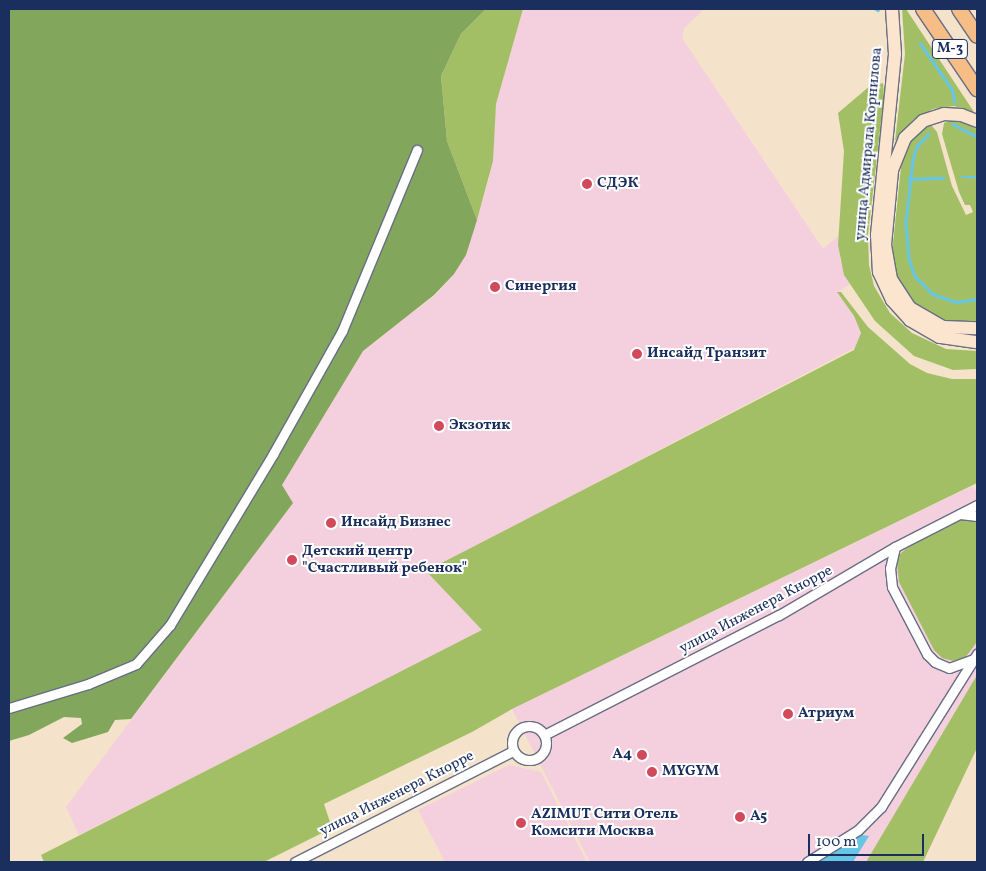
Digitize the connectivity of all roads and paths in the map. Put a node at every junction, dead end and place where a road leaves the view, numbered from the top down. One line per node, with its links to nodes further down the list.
1 (892, 9): 9 (main road, улица Адмирала Корнилова)
2 (923, 9): 5 (highway, М-3)
3 (959, 9): 4 (highway, М-3)
4 (977, 36)
5 (977, 89)
6 (977, 121): 8 (main road, улица Адмирала Корнилова)
7 (417, 150): 15 (street)
8 (977, 328)
9 (977, 342)
10 (977, 505): 11 (street, улица Инженера Кнорре)
11 (957, 514): 12 (street); 13 (street, улица Инженера Кнорре)
12 (977, 516)
13 (895, 547): 14 (street); 16 (street, улица Инженера Кнорре)
14 (976, 656): 19 (street)
15 (9, 708)
16 (544, 735): 17 (street); 17 (street)
17 (513, 751): 18 (street, улица Инженера Кнорре)
18 (295, 862)
19 (807, 862)

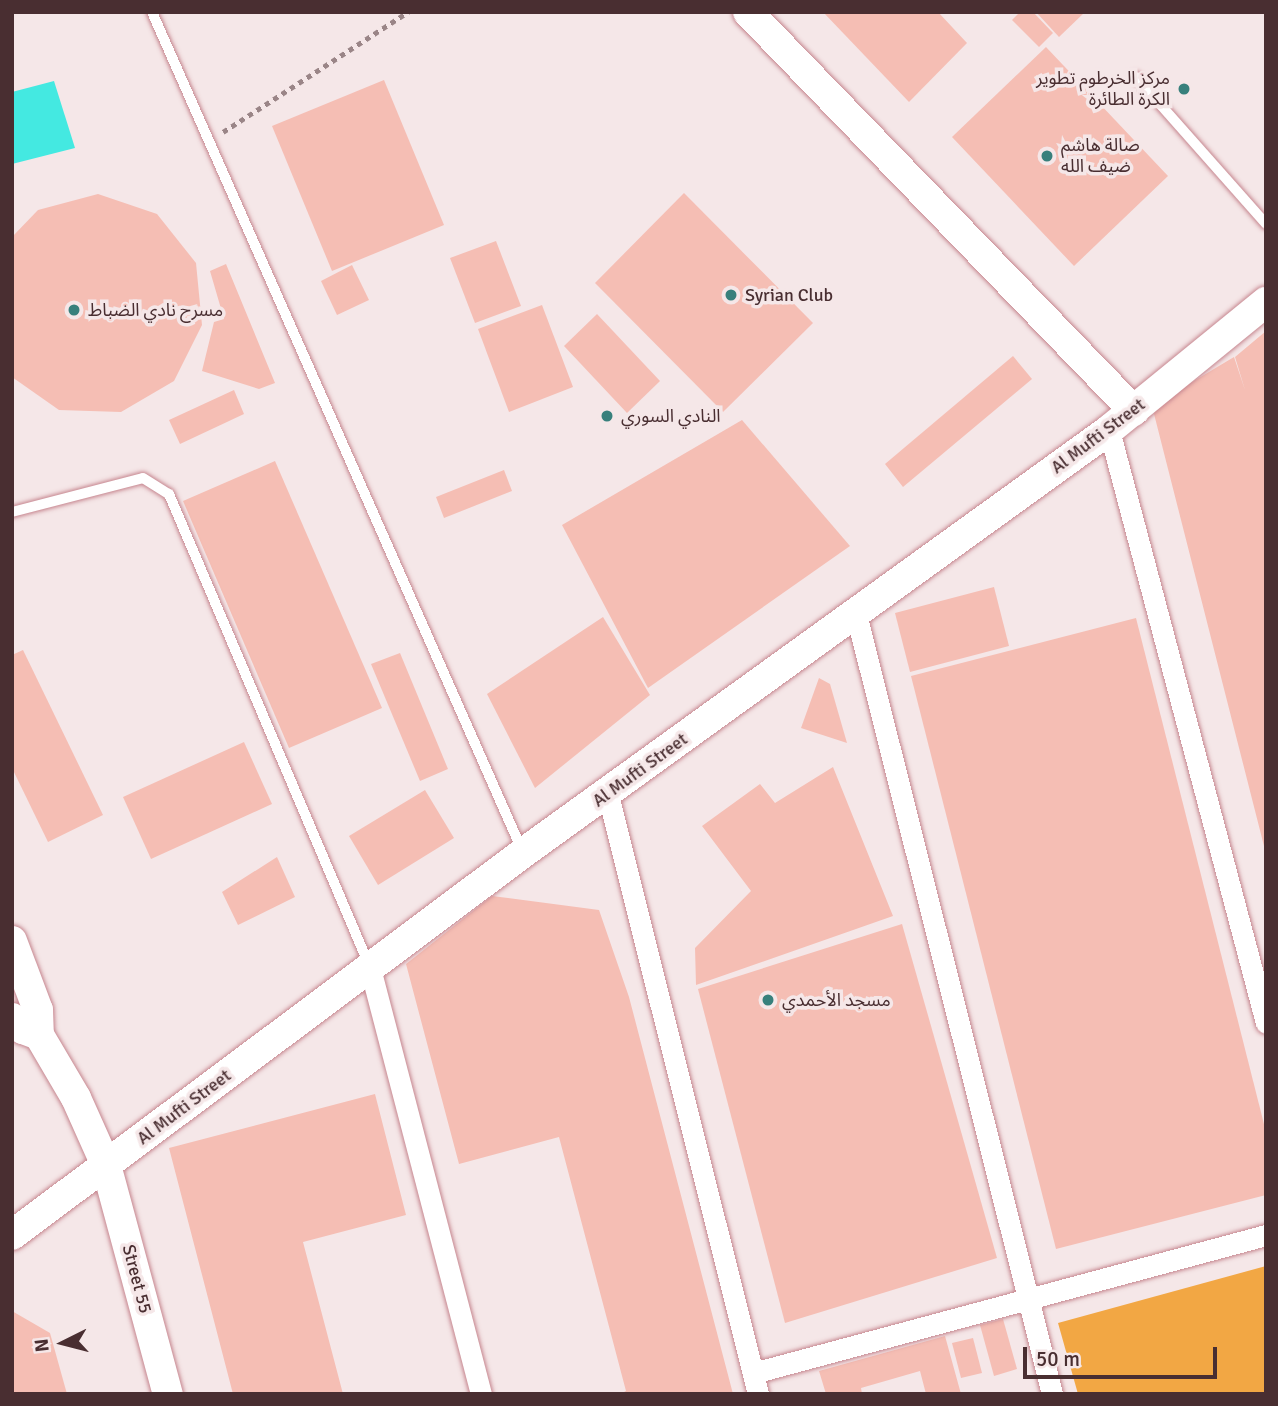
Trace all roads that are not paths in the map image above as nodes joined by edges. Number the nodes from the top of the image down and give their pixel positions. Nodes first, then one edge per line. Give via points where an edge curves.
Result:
1 (152, 12) edge
2 (748, 12) edge
3 (1136, 77) dead end
4 (1266, 224) edge
5 (1266, 302) edge
6 (1134, 411) junction
7 (1109, 430) junction
8 (12, 512) edge
9 (855, 610) junction
10 (608, 794) junction
11 (523, 853) junction
12 (12, 941) edge
13 (370, 968) junction
14 (19, 1009) edge
15 (1266, 1023) edge
16 (106, 1165) junction
17 (12, 1235) edge
18 (1266, 1235) edge
19 (1025, 1297) junction
20 (755, 1383) edge
21 (168, 1394) edge
22 (481, 1394) edge
23 (1052, 1394) edge

1 - 11 lane
2 - 6 street
3 - 4 lane
5 - 6 street, Al Mufti Street
6 - 7 street, Al Mufti Street
7 - 9 street, Al Mufti Street
7 - 15 street
8 - 13 lane via 143,478 169,494
9 - 10 street, Al Mufti Street
9 - 19 street
10 - 11 street, Al Mufti Street
10 - 20 street
11 - 13 street, Al Mufti Street
12 - 14 street
13 - 16 street, Al Mufti Street
13 - 22 street
14 - 16 street, Street 55 via 76,1098
16 - 17 street, Al Mufti Street
16 - 21 street, Street 55
18 - 19 street
19 - 20 street
19 - 23 street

* Required work *
Copy every line of the data exactly as written, excluding the pictures.

* Exercise result *
Digitize the connectivity of all roads and paths in the map. Put a node at every junction, dead end and place where a road leaves the view, numbered from the top down. One line per node, with its links to nodes further down the list.
1 (892, 9): 9 (main road, улица Адмирала Корнилова)
2 (923, 9): 5 (highway, М-3)
3 (959, 9): 4 (highway, М-3)
4 (977, 36)
5 (977, 89)
6 (977, 121): 8 (main road, улица Адмирала Корнилова)
7 (417, 150): 15 (street)
8 (977, 328)
9 (977, 342)
10 (977, 505): 11 (street, улица Инженера Кнорре)
11 (957, 514): 12 (street); 13 (street, улица Инженера Кнорре)
12 (977, 516)
13 (895, 547): 14 (street); 16 (street, улица Инженера Кнорре)
14 (976, 656): 19 (street)
15 (9, 708)
16 (544, 735): 17 (street); 17 (street)
17 (513, 751): 18 (street, улица Инженера Кнорре)
18 (295, 862)
19 (807, 862)

Trace all roads that are not paths in the map image above as nodes joined by edges. Number the nodes from the top of the image down and give their pixel positions. Nodes first, then one edge per line. Give via points where an edge curves.
Result:
1 (152, 12) edge
2 (748, 12) edge
3 (1136, 77) dead end
4 (1266, 224) edge
5 (1266, 302) edge
6 (1134, 411) junction
7 (1109, 430) junction
8 (12, 512) edge
9 (855, 610) junction
10 (608, 794) junction
11 (523, 853) junction
12 (12, 941) edge
13 (370, 968) junction
14 (19, 1009) edge
15 (1266, 1023) edge
16 (106, 1165) junction
17 (12, 1235) edge
18 (1266, 1235) edge
19 (1025, 1297) junction
20 (755, 1383) edge
21 (168, 1394) edge
22 (481, 1394) edge
23 (1052, 1394) edge

1 - 11 lane
2 - 6 street
3 - 4 lane
5 - 6 street, Al Mufti Street
6 - 7 street, Al Mufti Street
7 - 9 street, Al Mufti Street
7 - 15 street
8 - 13 lane via 143,478 169,494
9 - 10 street, Al Mufti Street
9 - 19 street
10 - 11 street, Al Mufti Street
10 - 20 street
11 - 13 street, Al Mufti Street
12 - 14 street
13 - 16 street, Al Mufti Street
13 - 22 street
14 - 16 street, Street 55 via 76,1098
16 - 17 street, Al Mufti Street
16 - 21 street, Street 55
18 - 19 street
19 - 20 street
19 - 23 street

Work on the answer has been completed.